• **Work to complete**
On how many lines of these entries does the word "Curungeo" occur? State the number alone.

• **Collected data**
───

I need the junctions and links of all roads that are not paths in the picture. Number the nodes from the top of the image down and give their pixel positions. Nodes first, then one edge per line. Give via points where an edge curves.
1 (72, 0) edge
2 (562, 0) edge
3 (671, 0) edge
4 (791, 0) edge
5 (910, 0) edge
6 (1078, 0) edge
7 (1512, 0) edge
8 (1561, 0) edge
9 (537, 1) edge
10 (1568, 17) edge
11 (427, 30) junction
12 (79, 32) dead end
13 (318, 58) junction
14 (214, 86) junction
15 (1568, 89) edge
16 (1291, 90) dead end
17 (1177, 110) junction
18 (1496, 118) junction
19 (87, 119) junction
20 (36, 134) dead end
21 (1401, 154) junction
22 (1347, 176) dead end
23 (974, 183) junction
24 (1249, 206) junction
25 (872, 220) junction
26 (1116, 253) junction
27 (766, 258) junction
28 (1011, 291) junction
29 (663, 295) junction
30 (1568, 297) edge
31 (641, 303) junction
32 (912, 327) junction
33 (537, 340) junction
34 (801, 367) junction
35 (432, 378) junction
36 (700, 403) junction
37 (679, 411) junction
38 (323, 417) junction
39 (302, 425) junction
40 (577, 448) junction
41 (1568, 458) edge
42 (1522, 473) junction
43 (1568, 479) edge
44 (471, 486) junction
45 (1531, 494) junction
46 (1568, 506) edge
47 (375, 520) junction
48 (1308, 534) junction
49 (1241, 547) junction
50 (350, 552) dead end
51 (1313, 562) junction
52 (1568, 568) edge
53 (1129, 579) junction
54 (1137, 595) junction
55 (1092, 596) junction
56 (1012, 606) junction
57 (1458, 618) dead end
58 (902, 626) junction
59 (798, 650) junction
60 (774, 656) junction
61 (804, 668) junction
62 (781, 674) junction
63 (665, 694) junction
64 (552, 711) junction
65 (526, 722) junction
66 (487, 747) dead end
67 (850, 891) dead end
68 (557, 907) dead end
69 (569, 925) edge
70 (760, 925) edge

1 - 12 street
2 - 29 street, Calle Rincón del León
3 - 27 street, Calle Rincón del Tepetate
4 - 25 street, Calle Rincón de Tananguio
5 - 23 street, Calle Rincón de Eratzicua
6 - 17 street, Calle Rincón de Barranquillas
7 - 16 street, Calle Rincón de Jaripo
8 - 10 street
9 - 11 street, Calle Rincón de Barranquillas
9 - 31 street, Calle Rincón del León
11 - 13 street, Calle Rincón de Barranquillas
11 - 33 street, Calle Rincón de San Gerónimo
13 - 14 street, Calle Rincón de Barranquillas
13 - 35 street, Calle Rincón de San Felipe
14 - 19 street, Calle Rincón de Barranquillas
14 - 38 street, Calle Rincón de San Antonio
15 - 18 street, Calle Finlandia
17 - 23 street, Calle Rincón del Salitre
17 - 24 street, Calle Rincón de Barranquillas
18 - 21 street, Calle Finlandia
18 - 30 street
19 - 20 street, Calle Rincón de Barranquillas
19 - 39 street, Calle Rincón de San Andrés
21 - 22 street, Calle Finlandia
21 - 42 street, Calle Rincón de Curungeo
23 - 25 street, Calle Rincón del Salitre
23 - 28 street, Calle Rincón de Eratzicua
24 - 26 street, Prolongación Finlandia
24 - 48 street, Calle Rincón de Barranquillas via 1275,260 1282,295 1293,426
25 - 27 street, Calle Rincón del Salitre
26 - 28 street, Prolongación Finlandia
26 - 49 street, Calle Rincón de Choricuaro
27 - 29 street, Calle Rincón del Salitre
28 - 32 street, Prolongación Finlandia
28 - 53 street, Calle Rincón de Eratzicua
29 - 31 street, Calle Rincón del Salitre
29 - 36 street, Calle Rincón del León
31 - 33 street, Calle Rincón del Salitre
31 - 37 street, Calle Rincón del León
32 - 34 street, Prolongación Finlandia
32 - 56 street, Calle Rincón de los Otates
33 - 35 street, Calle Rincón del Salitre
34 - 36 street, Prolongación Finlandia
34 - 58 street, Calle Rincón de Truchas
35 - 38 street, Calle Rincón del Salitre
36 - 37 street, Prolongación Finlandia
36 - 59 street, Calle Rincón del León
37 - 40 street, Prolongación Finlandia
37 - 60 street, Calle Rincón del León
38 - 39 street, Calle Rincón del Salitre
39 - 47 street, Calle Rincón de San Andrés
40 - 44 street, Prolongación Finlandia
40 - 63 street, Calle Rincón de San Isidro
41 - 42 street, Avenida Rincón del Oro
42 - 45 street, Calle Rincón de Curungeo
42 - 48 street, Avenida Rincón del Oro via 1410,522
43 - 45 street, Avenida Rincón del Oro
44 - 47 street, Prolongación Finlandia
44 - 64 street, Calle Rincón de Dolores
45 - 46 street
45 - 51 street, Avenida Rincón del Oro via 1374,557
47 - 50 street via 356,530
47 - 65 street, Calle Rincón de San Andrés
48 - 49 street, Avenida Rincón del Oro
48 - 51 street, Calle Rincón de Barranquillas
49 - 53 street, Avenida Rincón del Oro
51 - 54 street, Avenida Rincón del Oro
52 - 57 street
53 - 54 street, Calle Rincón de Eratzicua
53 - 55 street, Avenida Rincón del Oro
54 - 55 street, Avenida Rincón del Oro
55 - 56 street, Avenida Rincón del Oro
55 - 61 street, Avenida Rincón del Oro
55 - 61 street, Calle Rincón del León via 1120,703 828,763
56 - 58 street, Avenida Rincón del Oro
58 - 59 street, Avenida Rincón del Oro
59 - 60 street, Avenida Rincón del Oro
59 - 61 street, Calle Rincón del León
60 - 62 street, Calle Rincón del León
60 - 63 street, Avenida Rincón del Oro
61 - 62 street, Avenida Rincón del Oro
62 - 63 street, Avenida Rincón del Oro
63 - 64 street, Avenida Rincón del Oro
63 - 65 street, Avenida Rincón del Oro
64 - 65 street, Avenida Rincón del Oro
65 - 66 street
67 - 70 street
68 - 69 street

───

• **Task output**
2